EXERCISE: Here is a listing. Write it out again without a single difference.
──────── DATA LISTING ────────
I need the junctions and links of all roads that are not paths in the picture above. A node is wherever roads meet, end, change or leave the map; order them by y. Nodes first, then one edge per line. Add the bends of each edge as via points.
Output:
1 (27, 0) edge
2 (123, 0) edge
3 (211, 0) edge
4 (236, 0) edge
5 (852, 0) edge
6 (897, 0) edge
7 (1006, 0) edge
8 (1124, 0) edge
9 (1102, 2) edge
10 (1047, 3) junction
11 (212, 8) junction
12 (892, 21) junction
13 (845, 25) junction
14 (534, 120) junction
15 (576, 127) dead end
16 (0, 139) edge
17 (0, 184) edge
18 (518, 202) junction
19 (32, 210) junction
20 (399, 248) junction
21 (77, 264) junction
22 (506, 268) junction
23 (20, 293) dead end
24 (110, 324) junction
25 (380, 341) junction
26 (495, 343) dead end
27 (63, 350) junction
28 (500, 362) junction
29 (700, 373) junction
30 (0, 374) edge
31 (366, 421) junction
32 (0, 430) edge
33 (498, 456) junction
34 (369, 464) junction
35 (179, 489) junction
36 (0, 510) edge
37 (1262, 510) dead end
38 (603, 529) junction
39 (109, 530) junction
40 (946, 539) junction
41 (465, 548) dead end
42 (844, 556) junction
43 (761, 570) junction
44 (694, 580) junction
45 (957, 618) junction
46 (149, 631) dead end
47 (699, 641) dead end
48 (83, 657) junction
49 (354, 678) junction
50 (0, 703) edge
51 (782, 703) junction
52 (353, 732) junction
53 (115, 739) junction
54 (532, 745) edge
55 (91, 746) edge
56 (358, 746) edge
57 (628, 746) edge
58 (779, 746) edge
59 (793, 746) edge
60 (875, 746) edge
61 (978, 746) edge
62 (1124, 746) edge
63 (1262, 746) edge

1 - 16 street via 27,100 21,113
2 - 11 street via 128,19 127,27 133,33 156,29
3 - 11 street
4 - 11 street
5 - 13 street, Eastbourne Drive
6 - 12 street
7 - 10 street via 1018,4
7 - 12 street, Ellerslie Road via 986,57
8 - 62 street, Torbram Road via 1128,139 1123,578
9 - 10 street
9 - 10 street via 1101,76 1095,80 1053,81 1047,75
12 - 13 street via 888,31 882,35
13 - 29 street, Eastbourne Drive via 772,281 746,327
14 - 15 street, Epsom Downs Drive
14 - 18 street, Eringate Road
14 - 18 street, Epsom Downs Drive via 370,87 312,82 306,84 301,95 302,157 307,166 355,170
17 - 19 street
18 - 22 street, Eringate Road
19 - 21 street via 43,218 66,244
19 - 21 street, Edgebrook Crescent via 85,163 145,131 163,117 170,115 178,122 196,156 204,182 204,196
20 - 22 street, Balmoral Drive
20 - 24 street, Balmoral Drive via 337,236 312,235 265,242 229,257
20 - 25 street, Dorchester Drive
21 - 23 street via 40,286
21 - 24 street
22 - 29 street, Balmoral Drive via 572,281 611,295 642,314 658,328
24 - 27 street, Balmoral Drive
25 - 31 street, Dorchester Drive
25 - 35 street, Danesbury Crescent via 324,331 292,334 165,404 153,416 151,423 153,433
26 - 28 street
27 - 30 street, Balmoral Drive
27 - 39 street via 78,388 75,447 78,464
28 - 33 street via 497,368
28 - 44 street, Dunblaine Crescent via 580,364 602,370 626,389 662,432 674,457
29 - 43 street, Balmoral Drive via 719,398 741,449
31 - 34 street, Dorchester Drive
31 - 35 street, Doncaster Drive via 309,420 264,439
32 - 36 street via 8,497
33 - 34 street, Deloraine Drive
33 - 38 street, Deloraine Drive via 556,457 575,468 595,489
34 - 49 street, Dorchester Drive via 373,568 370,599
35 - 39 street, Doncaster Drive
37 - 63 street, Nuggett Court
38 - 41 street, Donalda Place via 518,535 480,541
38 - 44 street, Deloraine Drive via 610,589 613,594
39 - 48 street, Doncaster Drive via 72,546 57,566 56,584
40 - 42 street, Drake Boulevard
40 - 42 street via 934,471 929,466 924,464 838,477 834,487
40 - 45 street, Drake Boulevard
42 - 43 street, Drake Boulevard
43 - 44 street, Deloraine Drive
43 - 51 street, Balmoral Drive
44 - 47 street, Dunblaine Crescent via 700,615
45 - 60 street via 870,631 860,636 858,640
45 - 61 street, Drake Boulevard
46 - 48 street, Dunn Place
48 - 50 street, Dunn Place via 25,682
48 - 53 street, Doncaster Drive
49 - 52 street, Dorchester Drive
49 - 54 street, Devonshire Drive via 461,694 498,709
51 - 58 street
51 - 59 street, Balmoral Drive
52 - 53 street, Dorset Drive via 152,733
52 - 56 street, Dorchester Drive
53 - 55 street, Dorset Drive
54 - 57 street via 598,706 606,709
────────
OUTPUT OF THE EXERCISE:
I need the junctions and links of all roads that are not paths in the picture above. A node is wherever roads meet, end, change or leave the map; order them by y. Nodes first, then one edge per line. Add the bends of each edge as via points.
Output:
1 (27, 0) edge
2 (123, 0) edge
3 (211, 0) edge
4 (236, 0) edge
5 (852, 0) edge
6 (897, 0) edge
7 (1006, 0) edge
8 (1124, 0) edge
9 (1102, 2) edge
10 (1047, 3) junction
11 (212, 8) junction
12 (892, 21) junction
13 (845, 25) junction
14 (534, 120) junction
15 (576, 127) dead end
16 (0, 139) edge
17 (0, 184) edge
18 (518, 202) junction
19 (32, 210) junction
20 (399, 248) junction
21 (77, 264) junction
22 (506, 268) junction
23 (20, 293) dead end
24 (110, 324) junction
25 (380, 341) junction
26 (495, 343) dead end
27 (63, 350) junction
28 (500, 362) junction
29 (700, 373) junction
30 (0, 374) edge
31 (366, 421) junction
32 (0, 430) edge
33 (498, 456) junction
34 (369, 464) junction
35 (179, 489) junction
36 (0, 510) edge
37 (1262, 510) dead end
38 (603, 529) junction
39 (109, 530) junction
40 (946, 539) junction
41 (465, 548) dead end
42 (844, 556) junction
43 (761, 570) junction
44 (694, 580) junction
45 (957, 618) junction
46 (149, 631) dead end
47 (699, 641) dead end
48 (83, 657) junction
49 (354, 678) junction
50 (0, 703) edge
51 (782, 703) junction
52 (353, 732) junction
53 (115, 739) junction
54 (532, 745) edge
55 (91, 746) edge
56 (358, 746) edge
57 (628, 746) edge
58 (779, 746) edge
59 (793, 746) edge
60 (875, 746) edge
61 (978, 746) edge
62 (1124, 746) edge
63 (1262, 746) edge

1 - 16 street via 27,100 21,113
2 - 11 street via 128,19 127,27 133,33 156,29
3 - 11 street
4 - 11 street
5 - 13 street, Eastbourne Drive
6 - 12 street
7 - 10 street via 1018,4
7 - 12 street, Ellerslie Road via 986,57
8 - 62 street, Torbram Road via 1128,139 1123,578
9 - 10 street
9 - 10 street via 1101,76 1095,80 1053,81 1047,75
12 - 13 street via 888,31 882,35
13 - 29 street, Eastbourne Drive via 772,281 746,327
14 - 15 street, Epsom Downs Drive
14 - 18 street, Eringate Road
14 - 18 street, Epsom Downs Drive via 370,87 312,82 306,84 301,95 302,157 307,166 355,170
17 - 19 street
18 - 22 street, Eringate Road
19 - 21 street via 43,218 66,244
19 - 21 street, Edgebrook Crescent via 85,163 145,131 163,117 170,115 178,122 196,156 204,182 204,196
20 - 22 street, Balmoral Drive
20 - 24 street, Balmoral Drive via 337,236 312,235 265,242 229,257
20 - 25 street, Dorchester Drive
21 - 23 street via 40,286
21 - 24 street
22 - 29 street, Balmoral Drive via 572,281 611,295 642,314 658,328
24 - 27 street, Balmoral Drive
25 - 31 street, Dorchester Drive
25 - 35 street, Danesbury Crescent via 324,331 292,334 165,404 153,416 151,423 153,433
26 - 28 street
27 - 30 street, Balmoral Drive
27 - 39 street via 78,388 75,447 78,464
28 - 33 street via 497,368
28 - 44 street, Dunblaine Crescent via 580,364 602,370 626,389 662,432 674,457
29 - 43 street, Balmoral Drive via 719,398 741,449
31 - 34 street, Dorchester Drive
31 - 35 street, Doncaster Drive via 309,420 264,439
32 - 36 street via 8,497
33 - 34 street, Deloraine Drive
33 - 38 street, Deloraine Drive via 556,457 575,468 595,489
34 - 49 street, Dorchester Drive via 373,568 370,599
35 - 39 street, Doncaster Drive
37 - 63 street, Nuggett Court
38 - 41 street, Donalda Place via 518,535 480,541
38 - 44 street, Deloraine Drive via 610,589 613,594
39 - 48 street, Doncaster Drive via 72,546 57,566 56,584
40 - 42 street, Drake Boulevard
40 - 42 street via 934,471 929,466 924,464 838,477 834,487
40 - 45 street, Drake Boulevard
42 - 43 street, Drake Boulevard
43 - 44 street, Deloraine Drive
43 - 51 street, Balmoral Drive
44 - 47 street, Dunblaine Crescent via 700,615
45 - 60 street via 870,631 860,636 858,640
45 - 61 street, Drake Boulevard
46 - 48 street, Dunn Place
48 - 50 street, Dunn Place via 25,682
48 - 53 street, Doncaster Drive
49 - 52 street, Dorchester Drive
49 - 54 street, Devonshire Drive via 461,694 498,709
51 - 58 street
51 - 59 street, Balmoral Drive
52 - 53 street, Dorset Drive via 152,733
52 - 56 street, Dorchester Drive
53 - 55 street, Dorset Drive
54 - 57 street via 598,706 606,709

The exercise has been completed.